# Thread Break - Tajima



## Mrs. B (Sep 22, 2010)

Having a problem with thread breakage on one of our 15 thread 1 head Tajima machine. One particular color thread seems to break more often no matter where located on the machine. Purchased different make of thread and even had the Rep out to adjust the tension, but still having the problem. Has anyone else experienced this? 
thanks


----------



## bungy (Aug 24, 2006)

Mrs. B said:


> Having a problem with thread breakage on one of our 15 thread 1 head Tajima machine. One particular color thread seems to break more often no matter where located on the machine. Purchased different make of thread and even had the Rep out to adjust the tension, but still having the problem. Has anyone else experienced this?
> thanks


Try a new cone of the same color and see if it persists.
Check batch numbers and try one from a different batch.
If problem goes away, bin old cone and carry on.
If problem continues, then I would say it is a batch issue as it happens on different needles but only that color.

If it is black, then it may have been overdyed.
By this I mean it started life as another color, it did not sell so went back to factory to be dyed black and resold.
This overdying, I have been told, can affect the thread strength and be a possible cause for problems like thread breaks. It is essentially old thread when you buy it.

Also, thread occasionally gets wound on the cone the wrong way (twist is wrong) and this can cause problems, not sure what other advice to offer.


----------



## AndTees (Jul 6, 2009)

If on one needle, you might try re-threading from scratch. I've found little surprises like the thread looped around a guide or part... some of those are tough to see, just re-thread.
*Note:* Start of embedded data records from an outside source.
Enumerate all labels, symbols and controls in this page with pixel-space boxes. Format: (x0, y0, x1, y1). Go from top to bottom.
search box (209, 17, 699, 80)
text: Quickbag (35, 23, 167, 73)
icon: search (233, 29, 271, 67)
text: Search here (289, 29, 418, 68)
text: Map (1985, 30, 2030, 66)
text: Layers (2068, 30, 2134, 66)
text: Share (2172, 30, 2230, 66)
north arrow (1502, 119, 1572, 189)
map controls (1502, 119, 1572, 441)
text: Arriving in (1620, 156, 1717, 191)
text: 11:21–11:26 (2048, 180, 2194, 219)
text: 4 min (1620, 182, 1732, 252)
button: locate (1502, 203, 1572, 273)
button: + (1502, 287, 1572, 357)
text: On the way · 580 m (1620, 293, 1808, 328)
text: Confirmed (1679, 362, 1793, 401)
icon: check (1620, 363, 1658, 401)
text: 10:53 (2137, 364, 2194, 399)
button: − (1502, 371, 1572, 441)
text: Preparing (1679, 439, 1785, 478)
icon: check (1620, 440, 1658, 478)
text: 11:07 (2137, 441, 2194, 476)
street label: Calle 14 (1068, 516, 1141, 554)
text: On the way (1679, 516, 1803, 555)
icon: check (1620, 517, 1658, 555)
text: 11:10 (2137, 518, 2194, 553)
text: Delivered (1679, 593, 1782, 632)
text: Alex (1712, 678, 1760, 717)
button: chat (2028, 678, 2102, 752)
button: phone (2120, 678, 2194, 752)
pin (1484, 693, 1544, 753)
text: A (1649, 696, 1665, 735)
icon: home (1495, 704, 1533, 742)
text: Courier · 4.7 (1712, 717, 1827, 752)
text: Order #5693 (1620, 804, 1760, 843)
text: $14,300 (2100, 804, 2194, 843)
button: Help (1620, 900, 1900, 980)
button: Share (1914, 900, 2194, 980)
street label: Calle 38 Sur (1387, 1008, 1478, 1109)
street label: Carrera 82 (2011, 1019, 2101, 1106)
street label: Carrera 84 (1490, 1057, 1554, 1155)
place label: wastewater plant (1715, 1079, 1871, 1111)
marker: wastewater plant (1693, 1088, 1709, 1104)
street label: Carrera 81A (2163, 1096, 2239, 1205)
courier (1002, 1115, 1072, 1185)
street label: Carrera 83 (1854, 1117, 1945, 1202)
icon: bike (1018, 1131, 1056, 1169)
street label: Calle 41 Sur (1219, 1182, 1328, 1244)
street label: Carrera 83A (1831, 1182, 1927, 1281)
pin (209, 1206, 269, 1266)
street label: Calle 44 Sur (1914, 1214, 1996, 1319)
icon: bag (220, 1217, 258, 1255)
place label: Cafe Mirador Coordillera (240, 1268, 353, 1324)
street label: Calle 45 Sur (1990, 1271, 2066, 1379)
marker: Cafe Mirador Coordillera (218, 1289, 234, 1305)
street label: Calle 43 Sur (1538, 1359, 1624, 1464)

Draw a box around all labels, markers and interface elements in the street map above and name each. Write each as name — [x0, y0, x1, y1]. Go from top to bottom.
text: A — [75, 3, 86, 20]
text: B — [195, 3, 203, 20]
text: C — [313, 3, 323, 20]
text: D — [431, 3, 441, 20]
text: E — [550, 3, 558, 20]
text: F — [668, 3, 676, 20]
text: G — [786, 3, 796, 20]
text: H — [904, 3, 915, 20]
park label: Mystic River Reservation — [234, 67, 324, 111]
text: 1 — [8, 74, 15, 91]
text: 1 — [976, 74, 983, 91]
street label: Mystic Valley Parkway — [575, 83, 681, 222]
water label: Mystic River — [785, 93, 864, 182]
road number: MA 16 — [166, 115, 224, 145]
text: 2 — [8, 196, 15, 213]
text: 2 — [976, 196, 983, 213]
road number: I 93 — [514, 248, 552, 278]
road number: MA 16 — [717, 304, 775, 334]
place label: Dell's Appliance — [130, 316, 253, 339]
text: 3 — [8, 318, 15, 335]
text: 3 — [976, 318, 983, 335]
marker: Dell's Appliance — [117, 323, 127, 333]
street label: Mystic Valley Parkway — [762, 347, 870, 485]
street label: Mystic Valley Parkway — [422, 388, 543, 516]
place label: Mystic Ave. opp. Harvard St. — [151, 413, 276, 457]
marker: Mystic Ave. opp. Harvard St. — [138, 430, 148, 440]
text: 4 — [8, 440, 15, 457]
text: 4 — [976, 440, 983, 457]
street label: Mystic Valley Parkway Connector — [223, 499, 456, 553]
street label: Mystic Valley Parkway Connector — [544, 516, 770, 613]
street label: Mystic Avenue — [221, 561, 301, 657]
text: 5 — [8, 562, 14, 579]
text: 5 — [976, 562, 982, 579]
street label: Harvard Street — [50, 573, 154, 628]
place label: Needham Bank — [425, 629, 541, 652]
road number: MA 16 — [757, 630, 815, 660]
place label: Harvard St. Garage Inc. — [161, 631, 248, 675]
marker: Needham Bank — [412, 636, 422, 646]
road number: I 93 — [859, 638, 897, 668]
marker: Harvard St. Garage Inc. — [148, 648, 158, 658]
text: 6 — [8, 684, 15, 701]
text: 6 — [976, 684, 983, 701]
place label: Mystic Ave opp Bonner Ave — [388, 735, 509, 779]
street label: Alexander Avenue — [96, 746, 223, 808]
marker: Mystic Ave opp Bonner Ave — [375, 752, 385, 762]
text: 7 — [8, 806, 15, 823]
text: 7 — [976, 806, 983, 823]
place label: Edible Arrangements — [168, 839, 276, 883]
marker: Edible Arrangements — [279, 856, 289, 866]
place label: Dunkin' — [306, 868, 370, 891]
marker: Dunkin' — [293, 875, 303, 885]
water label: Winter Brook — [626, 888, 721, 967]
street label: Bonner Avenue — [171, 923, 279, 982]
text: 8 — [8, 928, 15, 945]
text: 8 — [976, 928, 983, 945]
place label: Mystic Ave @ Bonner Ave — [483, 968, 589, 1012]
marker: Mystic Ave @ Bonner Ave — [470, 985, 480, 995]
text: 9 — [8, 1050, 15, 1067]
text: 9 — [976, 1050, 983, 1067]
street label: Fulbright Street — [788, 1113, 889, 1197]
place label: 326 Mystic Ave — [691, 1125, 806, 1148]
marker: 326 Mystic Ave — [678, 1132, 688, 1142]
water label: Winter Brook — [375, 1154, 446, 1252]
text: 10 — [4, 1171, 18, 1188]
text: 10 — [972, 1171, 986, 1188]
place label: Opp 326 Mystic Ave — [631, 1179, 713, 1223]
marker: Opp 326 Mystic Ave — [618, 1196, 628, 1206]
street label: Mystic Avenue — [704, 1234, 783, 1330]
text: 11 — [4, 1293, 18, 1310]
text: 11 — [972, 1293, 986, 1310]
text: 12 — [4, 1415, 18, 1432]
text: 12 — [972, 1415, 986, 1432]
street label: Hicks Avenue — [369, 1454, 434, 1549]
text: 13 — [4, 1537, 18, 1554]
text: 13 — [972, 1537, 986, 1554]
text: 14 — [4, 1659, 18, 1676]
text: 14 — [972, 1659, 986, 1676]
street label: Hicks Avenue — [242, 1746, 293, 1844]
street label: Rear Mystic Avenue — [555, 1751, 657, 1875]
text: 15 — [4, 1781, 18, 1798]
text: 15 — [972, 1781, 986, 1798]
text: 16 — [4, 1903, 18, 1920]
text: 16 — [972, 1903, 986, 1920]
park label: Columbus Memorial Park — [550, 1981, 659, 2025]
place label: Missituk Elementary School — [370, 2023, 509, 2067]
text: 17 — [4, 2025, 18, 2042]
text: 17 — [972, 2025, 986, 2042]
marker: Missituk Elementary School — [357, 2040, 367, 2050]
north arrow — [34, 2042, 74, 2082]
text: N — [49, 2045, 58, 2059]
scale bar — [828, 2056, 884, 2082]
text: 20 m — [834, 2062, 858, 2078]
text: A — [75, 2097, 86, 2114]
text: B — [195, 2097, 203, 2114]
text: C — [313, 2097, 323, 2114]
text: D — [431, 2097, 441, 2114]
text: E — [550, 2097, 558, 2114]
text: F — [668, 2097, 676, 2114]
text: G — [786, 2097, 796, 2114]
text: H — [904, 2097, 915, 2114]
Also change the needle if you haven't.


----------



## YoDan (May 4, 2007)

Also make sure that the needle is configured/facing the correct way as if not it will break the thread reguarly.
Dan


----------



## Mrs. B (Sep 22, 2010)

Tried changing the needle and ensured it was positioned properly. Thank you all for the great ideas. They are appreciated.


----------



## zoom_monster (Sep 20, 2006)

Mrs. B said:


> One particular color thread seems to break more often no matter where located on the machine.


Is it the same weight as the other thread on your machine? If the thread is rayon, this is more brittle than poly. Also if it's old thread, that could effect the strength. Try buying a small spool of another brand (Madiera, Ackermann, Gunold) to see if this fixes the problem.


----------